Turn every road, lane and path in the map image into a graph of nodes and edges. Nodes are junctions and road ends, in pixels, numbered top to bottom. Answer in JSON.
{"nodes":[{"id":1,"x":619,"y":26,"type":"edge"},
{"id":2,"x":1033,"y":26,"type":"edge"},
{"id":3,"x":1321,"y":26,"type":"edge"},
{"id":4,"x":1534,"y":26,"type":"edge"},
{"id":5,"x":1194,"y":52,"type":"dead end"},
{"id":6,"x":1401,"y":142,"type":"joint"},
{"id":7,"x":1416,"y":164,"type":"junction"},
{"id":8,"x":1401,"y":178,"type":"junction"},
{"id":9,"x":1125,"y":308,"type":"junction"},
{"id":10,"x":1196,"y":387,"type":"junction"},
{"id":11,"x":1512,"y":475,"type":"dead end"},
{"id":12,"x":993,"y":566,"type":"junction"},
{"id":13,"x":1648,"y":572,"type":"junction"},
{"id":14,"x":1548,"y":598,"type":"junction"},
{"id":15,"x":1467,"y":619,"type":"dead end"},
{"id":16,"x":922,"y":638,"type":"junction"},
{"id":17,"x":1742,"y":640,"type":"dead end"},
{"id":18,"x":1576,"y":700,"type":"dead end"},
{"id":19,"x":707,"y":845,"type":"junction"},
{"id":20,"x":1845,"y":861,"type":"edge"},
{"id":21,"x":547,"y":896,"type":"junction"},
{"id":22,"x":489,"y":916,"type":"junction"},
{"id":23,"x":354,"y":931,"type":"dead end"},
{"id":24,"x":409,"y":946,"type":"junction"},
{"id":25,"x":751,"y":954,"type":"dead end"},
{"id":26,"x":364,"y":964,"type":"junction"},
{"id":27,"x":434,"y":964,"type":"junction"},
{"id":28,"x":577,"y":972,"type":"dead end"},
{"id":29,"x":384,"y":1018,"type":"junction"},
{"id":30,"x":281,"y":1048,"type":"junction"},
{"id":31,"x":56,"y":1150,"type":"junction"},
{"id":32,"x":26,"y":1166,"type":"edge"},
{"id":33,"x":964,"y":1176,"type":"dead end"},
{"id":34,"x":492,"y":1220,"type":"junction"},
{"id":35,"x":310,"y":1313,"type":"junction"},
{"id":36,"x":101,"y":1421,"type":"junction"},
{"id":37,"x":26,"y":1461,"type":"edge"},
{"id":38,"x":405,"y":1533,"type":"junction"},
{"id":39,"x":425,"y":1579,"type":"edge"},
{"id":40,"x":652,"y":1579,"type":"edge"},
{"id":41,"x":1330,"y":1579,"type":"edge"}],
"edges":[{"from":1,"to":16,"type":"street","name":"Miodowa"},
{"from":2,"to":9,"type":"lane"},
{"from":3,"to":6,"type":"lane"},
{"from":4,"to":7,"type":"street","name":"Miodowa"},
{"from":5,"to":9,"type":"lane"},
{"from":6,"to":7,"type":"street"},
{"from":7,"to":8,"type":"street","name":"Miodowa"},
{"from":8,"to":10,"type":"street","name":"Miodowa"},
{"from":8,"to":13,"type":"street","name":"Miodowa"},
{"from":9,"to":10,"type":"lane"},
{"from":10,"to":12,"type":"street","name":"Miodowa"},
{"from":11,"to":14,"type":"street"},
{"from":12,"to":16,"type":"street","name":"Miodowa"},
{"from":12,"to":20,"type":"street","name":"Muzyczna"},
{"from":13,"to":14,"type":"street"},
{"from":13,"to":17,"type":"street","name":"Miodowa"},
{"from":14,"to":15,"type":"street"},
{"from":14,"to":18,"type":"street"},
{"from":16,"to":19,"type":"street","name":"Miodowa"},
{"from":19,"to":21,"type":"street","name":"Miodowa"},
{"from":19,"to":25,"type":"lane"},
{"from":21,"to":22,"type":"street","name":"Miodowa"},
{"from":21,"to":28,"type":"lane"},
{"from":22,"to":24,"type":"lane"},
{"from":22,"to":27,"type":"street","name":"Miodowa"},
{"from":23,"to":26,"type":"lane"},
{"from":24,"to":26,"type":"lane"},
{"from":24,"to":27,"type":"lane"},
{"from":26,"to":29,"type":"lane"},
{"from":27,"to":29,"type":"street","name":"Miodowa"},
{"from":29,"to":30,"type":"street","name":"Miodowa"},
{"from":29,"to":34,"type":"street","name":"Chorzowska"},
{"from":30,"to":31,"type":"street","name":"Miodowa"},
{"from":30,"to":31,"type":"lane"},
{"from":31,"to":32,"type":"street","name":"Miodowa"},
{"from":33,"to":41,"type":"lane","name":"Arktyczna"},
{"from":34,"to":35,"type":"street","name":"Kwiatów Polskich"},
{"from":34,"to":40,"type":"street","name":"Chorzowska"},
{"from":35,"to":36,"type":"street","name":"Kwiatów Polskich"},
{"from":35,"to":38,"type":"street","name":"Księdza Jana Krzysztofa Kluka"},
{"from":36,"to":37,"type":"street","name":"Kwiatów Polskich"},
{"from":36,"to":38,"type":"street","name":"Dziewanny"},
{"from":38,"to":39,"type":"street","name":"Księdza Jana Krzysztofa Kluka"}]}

━━━━━━

Work task. Once you have identified the lines above that contain "nodes", copy each of them.

Task result.
Turn every road, lane and path in the map image into a graph of nodes and edges. Nodes are junctions and road ends, in pixels, numbered top to bottom. Answer in JSON.
{"nodes":[{"id":1,"x":619,"y":26,"type":"edge"},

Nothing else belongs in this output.